◆ Requirement
Write out every record below exactly as it appears, omitting the pictures.

═══ Records provided ═══

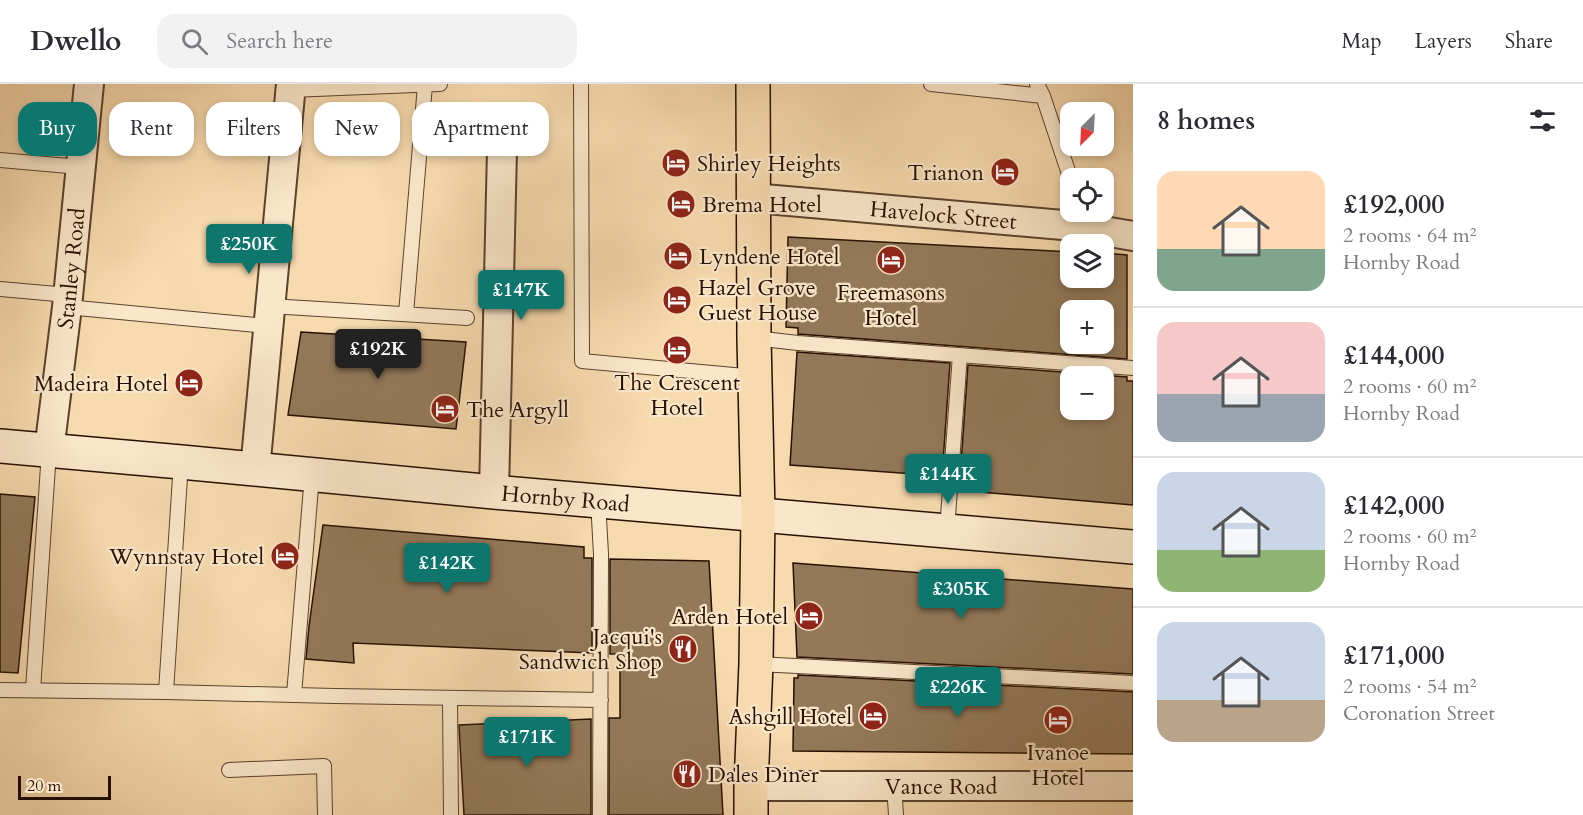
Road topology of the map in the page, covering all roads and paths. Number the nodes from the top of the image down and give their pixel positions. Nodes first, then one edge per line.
1 (89, 84) edge
2 (440, 84) edge
3 (581, 84) edge
4 (753, 84) edge
5 (931, 84) edge
6 (425, 85) edge
7 (290, 87) edge
8 (1040, 90) edge
9 (501, 156) edge
10 (0, 159) edge
11 (80, 167) junction
12 (1067, 168) edge
13 (754, 198) junction
14 (1060, 218) edge
15 (1084, 222) edge
16 (1133, 236) edge
17 (0, 289) edge
18 (68, 301) junction
19 (406, 314) junction
20 (268, 316) junction
21 (467, 318) dead end
22 (754, 338) junction
23 (960, 355) junction
24 (1133, 368) edge
25 (755, 377) junction
26 (0, 446) edge
27 (50, 451) junction
28 (181, 462) junction
29 (255, 470) junction
30 (312, 475) junction
31 (494, 492) junction
32 (598, 501) junction
33 (758, 513) junction
34 (947, 530) junction
35 (1133, 547) edge
36 (756, 664) junction
37 (1133, 683) edge
38 (0, 690) edge
39 (33, 690) junction
40 (166, 692) junction
41 (294, 695) junction
42 (450, 698) junction
43 (601, 700) junction
44 (229, 770) dead end
45 (894, 785) junction
46 (1133, 786) edge
47 (751, 800) edge
48 (325, 815) edge
49 (451, 815) edge
50 (600, 815) edge
51 (896, 815) edge

1 - 11 street, Stanley Road
2 - 6 lane
3 - 25 lane
4 - 13 main road
5 - 8 lane
6 - 7 lane
6 - 19 lane
7 - 20 street
8 - 12 lane
9 - 31 street
10 - 11 lane
11 - 18 street, Stanley Road
13 - 14 street, Havelock Street
13 - 22 main road
15 - 16 street, Havelock Street
17 - 18 lane
18 - 20 lane
18 - 27 street, Stanley Road
19 - 20 lane
19 - 21 lane
20 - 29 street
22 - 23 lane
22 - 25 main road
23 - 24 lane
23 - 34 lane
25 - 33 main road
26 - 27 main road, Hornby Road
27 - 28 main road, Hornby Road
27 - 39 lane
28 - 29 main road, Hornby Road
28 - 40 lane
29 - 30 main road, Hornby Road
30 - 31 main road, Hornby Road
30 - 41 lane
31 - 32 main road, Hornby Road
32 - 33 main road, Hornby Road
32 - 43 lane
33 - 34 main road, Hornby Road
33 - 36 main road
34 - 35 main road, Hornby Road
36 - 37 lane
36 - 47 main road
38 - 39 lane
39 - 40 lane
40 - 41 lane
41 - 42 lane
42 - 43 lane
42 - 49 lane
43 - 50 lane
44 - 48 lane
45 - 46 street, Vance Road
45 - 47 street, Vance Road
45 - 51 lane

═══

◆ Solution to this task
Road topology of the map in the page, covering all roads and paths. Number the nodes from the top of the image down and give their pixel positions. Nodes first, then one edge per line.
1 (89, 84) edge
2 (440, 84) edge
3 (581, 84) edge
4 (753, 84) edge
5 (931, 84) edge
6 (425, 85) edge
7 (290, 87) edge
8 (1040, 90) edge
9 (501, 156) edge
10 (0, 159) edge
11 (80, 167) junction
12 (1067, 168) edge
13 (754, 198) junction
14 (1060, 218) edge
15 (1084, 222) edge
16 (1133, 236) edge
17 (0, 289) edge
18 (68, 301) junction
19 (406, 314) junction
20 (268, 316) junction
21 (467, 318) dead end
22 (754, 338) junction
23 (960, 355) junction
24 (1133, 368) edge
25 (755, 377) junction
26 (0, 446) edge
27 (50, 451) junction
28 (181, 462) junction
29 (255, 470) junction
30 (312, 475) junction
31 (494, 492) junction
32 (598, 501) junction
33 (758, 513) junction
34 (947, 530) junction
35 (1133, 547) edge
36 (756, 664) junction
37 (1133, 683) edge
38 (0, 690) edge
39 (33, 690) junction
40 (166, 692) junction
41 (294, 695) junction
42 (450, 698) junction
43 (601, 700) junction
44 (229, 770) dead end
45 (894, 785) junction
46 (1133, 786) edge
47 (751, 800) edge
48 (325, 815) edge
49 (451, 815) edge
50 (600, 815) edge
51 (896, 815) edge

1 - 11 street, Stanley Road
2 - 6 lane
3 - 25 lane
4 - 13 main road
5 - 8 lane
6 - 7 lane
6 - 19 lane
7 - 20 street
8 - 12 lane
9 - 31 street
10 - 11 lane
11 - 18 street, Stanley Road
13 - 14 street, Havelock Street
13 - 22 main road
15 - 16 street, Havelock Street
17 - 18 lane
18 - 20 lane
18 - 27 street, Stanley Road
19 - 20 lane
19 - 21 lane
20 - 29 street
22 - 23 lane
22 - 25 main road
23 - 24 lane
23 - 34 lane
25 - 33 main road
26 - 27 main road, Hornby Road
27 - 28 main road, Hornby Road
27 - 39 lane
28 - 29 main road, Hornby Road
28 - 40 lane
29 - 30 main road, Hornby Road
30 - 31 main road, Hornby Road
30 - 41 lane
31 - 32 main road, Hornby Road
32 - 33 main road, Hornby Road
32 - 43 lane
33 - 34 main road, Hornby Road
33 - 36 main road
34 - 35 main road, Hornby Road
36 - 37 lane
36 - 47 main road
38 - 39 lane
39 - 40 lane
40 - 41 lane
41 - 42 lane
42 - 43 lane
42 - 49 lane
43 - 50 lane
44 - 48 lane
45 - 46 street, Vance Road
45 - 47 street, Vance Road
45 - 51 lane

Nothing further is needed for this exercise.